Nantuk sends out more men to destroy the village sheltering Sangraal, and has his troops murder everyone while the captured and crucified protagonist must watch. He witnesses his wife's death at the hands of the Goddess of Fire and Death and falls unconscious before being freed by Belem's daughter, Ati, and Li Wo Twan, a travelling archer.

After Ati and Li Wo Twan patch the barbarian up, Sangraal decides to visit the powerful wizard Rudak, who might have the power to bring his wife back to life. Meanwhile, Nantuk promises his Goddess to torture Sangraal and cast him into her fiery altar with his own hands.

The trio narrowly manages to escape several ambushes and finally makes it to the mountain where Rudak dwells. Rudak, however, convinces Sangraal to finally let go of his dead wife, as no one has the power to bring back the dead. Instead, Sangraal must face his destiny and fight evil: he must seek out a shrine which contains everything he needs to win this battle.

The journey ahead is dangerous, even without Nantuk's servants and their ambushes, but the trio is able to overcome all the obstacles and escape the traps set up for them.
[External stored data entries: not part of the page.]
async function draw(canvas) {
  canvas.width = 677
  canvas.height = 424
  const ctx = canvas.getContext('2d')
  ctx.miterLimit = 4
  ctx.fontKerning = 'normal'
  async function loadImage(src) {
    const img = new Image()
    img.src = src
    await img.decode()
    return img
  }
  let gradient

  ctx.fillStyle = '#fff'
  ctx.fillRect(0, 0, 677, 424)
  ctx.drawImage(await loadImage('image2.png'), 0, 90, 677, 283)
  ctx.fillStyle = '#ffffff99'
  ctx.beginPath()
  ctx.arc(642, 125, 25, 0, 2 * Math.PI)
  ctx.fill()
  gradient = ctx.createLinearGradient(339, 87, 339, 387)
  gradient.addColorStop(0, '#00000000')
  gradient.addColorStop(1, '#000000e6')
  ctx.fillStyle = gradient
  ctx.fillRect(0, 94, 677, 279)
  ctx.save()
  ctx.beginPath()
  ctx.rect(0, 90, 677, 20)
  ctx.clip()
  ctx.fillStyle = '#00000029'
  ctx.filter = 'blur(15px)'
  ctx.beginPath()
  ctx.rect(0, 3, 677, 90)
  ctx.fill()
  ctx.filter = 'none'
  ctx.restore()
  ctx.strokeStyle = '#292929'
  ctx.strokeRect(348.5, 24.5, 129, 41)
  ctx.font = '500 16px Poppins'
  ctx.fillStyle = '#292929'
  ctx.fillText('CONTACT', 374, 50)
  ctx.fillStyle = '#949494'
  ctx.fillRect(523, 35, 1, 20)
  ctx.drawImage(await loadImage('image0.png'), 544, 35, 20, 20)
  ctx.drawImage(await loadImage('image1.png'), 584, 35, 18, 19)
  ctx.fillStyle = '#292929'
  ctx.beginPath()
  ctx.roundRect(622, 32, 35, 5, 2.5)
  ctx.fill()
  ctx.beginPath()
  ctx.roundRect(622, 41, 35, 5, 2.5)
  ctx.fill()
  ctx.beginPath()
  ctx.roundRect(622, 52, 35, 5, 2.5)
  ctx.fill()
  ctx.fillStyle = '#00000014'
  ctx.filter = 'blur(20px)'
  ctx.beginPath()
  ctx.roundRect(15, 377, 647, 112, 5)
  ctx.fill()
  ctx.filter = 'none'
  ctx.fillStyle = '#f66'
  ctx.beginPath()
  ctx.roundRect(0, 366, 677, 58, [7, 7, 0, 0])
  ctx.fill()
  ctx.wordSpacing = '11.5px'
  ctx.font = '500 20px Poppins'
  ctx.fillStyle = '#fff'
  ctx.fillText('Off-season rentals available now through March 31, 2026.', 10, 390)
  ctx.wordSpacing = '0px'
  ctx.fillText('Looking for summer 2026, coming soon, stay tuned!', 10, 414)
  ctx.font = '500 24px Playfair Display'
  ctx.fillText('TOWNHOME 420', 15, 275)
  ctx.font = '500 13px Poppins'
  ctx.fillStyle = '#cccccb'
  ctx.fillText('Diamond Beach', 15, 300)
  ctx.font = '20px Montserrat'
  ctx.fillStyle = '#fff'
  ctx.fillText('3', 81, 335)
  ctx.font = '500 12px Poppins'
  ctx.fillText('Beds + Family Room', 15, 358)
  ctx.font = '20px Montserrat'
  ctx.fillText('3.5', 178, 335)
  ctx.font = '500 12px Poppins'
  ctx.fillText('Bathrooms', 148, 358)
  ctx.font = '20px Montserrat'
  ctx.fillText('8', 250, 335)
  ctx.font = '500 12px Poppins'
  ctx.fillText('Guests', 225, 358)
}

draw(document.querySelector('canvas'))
Despite getting captured several times, Sangraal finally manages to find the shrine Rudak had mentioned, which contains a powerful, magical crossbow. However, Ati and Li Wo Twan are ambushed once more, leaving the archer dead and Ati captured.

Sangraal then pursues Ati and her capturers all the way to Nantuk's headquarters, which contains the Goddesses' altar. He challenges the evil king to a duel, and prevails over him, impaling him on his own dagger.

Afterwards, the protagonist returns to the late king's cave, to find Ati abandoned by Nantuk's servants. Before they can leave, the Goddess reappears and threatens to take both Sangraal and Ati's life, laughing at the blade Sangraal considers swinging at her and burning it, but her laughter ends when the barbarian loads his magical crossbow and kills her with a shot in the gut.

The movie ends with a shot of Sangraal and Ati riding into freedom.

== Cast ==
- Pietro Torrisi as Sangraal (credited as Peter McCoy)
- Sabrina Siani as The Goddess of Gold and Life
- Yvonne Fraschetti as Ati
- Mario Novelli as Nantuk
- Hal Yamanouchi as Li Wo Twan
- Xiomara Rodriguez as Rani, Goddess of Fire and Death
- Margareta Rance as Lenna
- Alex Partexano as Galeth
- Luciano Rossi as Belem

==Release==
The Sword of the Barbarians was released in Italy on 27 November 1982 with an 85-minute running time. It was released in the United States on 4 November 1983 with an 83-minute run time.